In [1]:
import psycopg2

In [None]:
HOST = ""
USER = ""
PASSWORD = ""
DATABASE = ""
SCHEMA = ""

In [2]:
conn = psycopg2.connect(dbname=DATABASE, user=USER, password=PASSWORD)
cur = conn.cursor()
cur.execute(f'CREATE SCHEMA {SCHEMA};')

## Exploring the Dataset File

I opened the file `boston.csv` and extracted the header (column names) and first data rows. 

In [3]:
import csv
with open('boston.csv', 'r') as f:
    reader = csv.reader(f)
    col_headers = next(reader)
    first_row = next(reader)

I created the function `get_col_value_set()` to produce a Python set that contains all the distinct values in a given column. `get_col_value_set` accepts 2 inputs: the filename (`csv_filename`) and index of the desired column (`col_index`). I then used `get_col_value_set` to calculate the number of distinct values per column of the dataset. 

In [4]:
def get_col_value_set(csv_filename, col_index):
    import csv
    with open(csv_filename, 'r') as f:
        next(f) # skip the header
        reader = csv.reader(f)
        
        distinct_values = set()
        for row in reader:
            distinct_values.add(row[col_index])
    
    return distinct_values

for index in range(len(col_headers)):
    distinct_values = get_col_value_set('boston.csv', index)
    print(col_headers[index], len(distinct_values))

print('\n')
print(col_headers)
print(first_row)
    

incident_number 298329
offense_code 219
description 239
date 1177
day_of_the_week 7
lat 18177
long 18177


['incident_number', 'offense_code', 'description', 'date', 'day_of_the_week', 'lat', 'long']
['1', '619', 'LARCENY ALL OTHERS', '2018-09-02', 'Sunday', '42.35779134', '-71.13937053']

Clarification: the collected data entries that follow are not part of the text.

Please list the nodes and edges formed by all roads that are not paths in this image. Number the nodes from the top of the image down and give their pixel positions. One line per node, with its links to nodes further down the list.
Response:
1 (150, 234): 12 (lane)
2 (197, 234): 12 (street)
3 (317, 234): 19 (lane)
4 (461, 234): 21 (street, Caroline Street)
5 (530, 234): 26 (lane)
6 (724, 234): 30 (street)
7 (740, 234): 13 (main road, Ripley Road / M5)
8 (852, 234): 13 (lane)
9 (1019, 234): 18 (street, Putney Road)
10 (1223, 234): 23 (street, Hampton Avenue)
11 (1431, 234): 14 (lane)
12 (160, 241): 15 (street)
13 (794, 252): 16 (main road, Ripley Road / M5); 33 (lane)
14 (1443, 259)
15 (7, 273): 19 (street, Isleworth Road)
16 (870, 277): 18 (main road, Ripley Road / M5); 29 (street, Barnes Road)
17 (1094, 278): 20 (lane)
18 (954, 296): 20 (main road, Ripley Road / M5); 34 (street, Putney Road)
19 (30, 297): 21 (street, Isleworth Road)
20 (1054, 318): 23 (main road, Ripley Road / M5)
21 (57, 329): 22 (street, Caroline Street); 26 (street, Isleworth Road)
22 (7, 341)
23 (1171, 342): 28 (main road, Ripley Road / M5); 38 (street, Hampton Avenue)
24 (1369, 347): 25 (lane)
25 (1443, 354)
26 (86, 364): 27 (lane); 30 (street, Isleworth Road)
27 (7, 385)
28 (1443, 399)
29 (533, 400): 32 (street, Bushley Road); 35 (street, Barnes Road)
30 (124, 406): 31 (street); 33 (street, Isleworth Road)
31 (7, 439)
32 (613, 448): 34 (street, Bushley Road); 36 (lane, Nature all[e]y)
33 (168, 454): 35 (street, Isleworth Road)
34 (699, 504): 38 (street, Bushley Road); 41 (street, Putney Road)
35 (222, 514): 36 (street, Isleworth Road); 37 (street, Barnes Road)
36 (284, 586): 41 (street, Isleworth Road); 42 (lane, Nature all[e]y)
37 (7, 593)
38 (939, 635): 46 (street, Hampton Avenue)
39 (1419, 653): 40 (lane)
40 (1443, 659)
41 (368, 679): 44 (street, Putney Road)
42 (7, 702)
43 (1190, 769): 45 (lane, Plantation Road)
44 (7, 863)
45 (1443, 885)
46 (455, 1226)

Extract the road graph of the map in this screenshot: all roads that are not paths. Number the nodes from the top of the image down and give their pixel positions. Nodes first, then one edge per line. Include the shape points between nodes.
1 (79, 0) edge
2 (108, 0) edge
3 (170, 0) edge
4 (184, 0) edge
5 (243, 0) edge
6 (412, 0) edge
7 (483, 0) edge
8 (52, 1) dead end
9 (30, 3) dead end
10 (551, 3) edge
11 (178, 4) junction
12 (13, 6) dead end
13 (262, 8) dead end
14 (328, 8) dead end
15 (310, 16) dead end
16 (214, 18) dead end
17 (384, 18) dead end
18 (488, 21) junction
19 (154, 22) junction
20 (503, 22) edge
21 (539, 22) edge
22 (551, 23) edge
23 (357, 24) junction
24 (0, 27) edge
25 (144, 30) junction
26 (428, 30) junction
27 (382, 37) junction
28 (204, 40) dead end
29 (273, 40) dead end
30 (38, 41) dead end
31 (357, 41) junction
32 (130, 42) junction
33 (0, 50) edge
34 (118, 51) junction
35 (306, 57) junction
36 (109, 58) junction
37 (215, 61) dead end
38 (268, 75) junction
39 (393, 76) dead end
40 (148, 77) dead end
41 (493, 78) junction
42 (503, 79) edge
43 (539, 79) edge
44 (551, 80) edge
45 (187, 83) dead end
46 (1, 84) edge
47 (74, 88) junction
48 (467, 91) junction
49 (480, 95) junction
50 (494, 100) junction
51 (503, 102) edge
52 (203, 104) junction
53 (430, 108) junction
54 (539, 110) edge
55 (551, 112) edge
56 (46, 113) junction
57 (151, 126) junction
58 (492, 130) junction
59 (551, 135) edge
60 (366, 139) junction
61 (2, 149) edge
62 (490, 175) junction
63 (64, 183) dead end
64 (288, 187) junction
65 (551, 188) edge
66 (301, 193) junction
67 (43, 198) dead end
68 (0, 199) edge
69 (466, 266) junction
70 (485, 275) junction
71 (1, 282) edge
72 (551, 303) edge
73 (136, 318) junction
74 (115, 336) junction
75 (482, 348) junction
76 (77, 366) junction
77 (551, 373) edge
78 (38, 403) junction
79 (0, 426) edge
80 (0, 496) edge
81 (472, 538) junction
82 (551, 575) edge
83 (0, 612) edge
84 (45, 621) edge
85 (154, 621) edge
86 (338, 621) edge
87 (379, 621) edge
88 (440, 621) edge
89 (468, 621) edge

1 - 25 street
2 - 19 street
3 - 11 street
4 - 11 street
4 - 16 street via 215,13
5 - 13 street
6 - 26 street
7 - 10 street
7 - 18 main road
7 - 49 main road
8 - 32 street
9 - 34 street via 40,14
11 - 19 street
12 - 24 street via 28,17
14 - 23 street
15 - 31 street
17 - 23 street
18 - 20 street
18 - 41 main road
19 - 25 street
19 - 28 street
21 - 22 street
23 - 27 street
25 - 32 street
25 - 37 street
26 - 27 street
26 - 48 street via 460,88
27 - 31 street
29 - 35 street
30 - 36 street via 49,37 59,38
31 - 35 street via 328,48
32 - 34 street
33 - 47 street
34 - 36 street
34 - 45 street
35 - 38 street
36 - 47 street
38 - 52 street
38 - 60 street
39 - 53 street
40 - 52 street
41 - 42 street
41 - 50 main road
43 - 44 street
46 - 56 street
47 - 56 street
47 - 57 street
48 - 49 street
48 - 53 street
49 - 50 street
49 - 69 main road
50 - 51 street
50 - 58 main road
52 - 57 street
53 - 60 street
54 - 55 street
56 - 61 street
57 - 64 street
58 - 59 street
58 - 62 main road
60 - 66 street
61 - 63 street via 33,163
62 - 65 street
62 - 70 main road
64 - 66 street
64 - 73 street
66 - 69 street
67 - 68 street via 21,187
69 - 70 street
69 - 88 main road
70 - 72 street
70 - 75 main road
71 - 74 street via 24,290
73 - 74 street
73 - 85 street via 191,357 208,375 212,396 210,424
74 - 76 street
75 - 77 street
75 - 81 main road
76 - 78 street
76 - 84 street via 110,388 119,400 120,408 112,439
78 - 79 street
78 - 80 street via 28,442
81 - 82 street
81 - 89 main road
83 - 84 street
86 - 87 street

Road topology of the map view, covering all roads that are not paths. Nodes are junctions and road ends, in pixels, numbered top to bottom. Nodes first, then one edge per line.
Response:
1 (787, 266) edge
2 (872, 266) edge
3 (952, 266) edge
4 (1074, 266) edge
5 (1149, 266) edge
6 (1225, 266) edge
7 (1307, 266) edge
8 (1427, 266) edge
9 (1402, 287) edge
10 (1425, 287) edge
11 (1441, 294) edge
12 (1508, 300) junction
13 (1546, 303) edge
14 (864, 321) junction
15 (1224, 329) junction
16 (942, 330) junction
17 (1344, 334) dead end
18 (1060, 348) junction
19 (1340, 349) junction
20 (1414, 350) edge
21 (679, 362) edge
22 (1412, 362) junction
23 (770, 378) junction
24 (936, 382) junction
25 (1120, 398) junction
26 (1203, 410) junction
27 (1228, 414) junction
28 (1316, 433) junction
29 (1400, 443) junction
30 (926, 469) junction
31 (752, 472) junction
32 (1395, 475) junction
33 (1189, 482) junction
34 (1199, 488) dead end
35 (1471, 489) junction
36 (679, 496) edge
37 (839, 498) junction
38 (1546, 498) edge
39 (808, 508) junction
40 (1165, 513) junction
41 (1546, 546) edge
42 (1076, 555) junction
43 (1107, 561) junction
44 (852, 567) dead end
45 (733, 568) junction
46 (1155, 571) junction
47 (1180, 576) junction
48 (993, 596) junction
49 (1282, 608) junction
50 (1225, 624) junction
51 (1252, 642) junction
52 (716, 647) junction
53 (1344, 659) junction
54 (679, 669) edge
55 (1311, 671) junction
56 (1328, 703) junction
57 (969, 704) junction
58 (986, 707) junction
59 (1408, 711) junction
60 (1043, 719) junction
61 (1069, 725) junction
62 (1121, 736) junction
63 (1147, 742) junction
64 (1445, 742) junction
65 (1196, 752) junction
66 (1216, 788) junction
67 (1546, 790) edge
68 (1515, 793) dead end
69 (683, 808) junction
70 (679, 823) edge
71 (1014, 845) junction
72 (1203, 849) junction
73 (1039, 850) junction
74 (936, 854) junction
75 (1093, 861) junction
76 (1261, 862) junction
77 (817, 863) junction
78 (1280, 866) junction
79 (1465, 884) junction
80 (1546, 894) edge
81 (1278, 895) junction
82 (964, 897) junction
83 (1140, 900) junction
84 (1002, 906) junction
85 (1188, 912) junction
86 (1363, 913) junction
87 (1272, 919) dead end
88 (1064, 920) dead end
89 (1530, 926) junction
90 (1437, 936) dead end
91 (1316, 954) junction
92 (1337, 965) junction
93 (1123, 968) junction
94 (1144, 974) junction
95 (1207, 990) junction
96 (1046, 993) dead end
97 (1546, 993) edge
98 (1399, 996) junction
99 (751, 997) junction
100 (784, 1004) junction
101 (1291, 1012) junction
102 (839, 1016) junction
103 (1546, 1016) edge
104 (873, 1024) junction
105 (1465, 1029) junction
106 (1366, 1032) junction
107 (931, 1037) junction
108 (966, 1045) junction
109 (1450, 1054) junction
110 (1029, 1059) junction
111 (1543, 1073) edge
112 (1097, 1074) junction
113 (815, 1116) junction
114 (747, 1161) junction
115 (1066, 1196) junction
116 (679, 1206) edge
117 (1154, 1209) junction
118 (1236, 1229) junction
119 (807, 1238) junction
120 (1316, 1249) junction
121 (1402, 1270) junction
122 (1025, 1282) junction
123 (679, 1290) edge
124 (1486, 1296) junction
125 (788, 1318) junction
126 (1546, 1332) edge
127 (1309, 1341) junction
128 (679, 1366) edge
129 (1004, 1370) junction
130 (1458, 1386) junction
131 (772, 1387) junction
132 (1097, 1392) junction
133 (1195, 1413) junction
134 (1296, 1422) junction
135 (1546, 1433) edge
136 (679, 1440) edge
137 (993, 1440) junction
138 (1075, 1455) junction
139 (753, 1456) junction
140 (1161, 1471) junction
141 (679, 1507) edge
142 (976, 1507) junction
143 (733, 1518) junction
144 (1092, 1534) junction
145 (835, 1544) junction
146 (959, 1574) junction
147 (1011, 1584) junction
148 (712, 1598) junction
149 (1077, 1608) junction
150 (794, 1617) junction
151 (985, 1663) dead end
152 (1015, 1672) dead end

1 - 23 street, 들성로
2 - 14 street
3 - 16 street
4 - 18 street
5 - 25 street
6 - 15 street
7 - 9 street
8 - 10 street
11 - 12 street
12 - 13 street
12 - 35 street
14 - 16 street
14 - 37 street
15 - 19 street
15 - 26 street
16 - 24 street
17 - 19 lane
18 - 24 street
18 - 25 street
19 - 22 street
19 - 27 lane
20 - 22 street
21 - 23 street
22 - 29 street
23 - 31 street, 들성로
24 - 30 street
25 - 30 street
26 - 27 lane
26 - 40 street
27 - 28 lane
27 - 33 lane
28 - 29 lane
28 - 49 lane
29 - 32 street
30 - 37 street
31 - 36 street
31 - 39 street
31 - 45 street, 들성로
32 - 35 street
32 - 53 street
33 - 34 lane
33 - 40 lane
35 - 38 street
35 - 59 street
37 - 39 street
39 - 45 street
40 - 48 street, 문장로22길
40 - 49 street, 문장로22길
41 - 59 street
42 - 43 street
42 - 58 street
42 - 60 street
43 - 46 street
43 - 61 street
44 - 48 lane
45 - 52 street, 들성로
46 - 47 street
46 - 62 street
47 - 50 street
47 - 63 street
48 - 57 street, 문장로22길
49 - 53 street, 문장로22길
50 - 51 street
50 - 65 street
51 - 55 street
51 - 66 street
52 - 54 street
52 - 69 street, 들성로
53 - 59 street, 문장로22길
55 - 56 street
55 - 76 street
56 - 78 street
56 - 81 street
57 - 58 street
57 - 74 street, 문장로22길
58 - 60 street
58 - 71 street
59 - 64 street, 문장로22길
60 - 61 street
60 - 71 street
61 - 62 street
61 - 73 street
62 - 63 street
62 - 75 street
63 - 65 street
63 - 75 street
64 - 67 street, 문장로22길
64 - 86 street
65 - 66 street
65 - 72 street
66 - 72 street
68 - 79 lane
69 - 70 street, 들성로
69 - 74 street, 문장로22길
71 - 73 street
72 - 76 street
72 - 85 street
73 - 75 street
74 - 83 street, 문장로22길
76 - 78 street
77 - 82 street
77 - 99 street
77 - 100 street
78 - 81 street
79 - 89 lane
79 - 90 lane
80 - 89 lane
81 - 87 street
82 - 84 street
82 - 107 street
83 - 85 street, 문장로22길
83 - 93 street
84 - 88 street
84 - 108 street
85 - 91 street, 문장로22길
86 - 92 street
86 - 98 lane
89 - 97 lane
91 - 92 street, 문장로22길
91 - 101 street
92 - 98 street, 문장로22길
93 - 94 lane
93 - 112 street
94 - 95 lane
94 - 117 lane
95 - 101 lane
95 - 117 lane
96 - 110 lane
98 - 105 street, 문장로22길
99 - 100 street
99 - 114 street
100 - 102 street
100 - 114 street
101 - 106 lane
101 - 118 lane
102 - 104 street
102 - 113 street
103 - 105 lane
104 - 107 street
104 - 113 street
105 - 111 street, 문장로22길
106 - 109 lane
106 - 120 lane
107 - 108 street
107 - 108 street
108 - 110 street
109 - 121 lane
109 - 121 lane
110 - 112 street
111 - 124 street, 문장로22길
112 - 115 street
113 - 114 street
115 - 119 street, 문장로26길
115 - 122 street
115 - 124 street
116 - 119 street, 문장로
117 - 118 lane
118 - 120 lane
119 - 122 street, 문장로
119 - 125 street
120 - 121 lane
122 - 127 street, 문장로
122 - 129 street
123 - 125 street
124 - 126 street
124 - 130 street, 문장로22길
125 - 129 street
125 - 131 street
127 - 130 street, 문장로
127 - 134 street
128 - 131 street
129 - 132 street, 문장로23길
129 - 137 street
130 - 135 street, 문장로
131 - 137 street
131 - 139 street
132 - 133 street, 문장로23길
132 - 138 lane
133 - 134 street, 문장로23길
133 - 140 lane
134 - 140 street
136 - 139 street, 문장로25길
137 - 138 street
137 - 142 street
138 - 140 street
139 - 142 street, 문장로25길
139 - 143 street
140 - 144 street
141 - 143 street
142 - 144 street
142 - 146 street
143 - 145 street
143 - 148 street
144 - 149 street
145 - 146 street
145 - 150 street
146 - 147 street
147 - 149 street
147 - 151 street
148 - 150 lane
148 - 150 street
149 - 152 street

From the results shown above, values in `incident_number` and `offense_code` columns can be represented using the data type `integer`, while those in `lat` and `long` columns can be expressed as `decimal`. Columns `description` and `day_of_the_week` show string values. The data type `varchar(n)` can be used to represent the values in the `description` column, but I need to specify the maximum number of characters `n`. 

I determined the maximum length of string values in the column `description`  to be `58` as shown below. Thus, `n` could be any number larger than `58`. 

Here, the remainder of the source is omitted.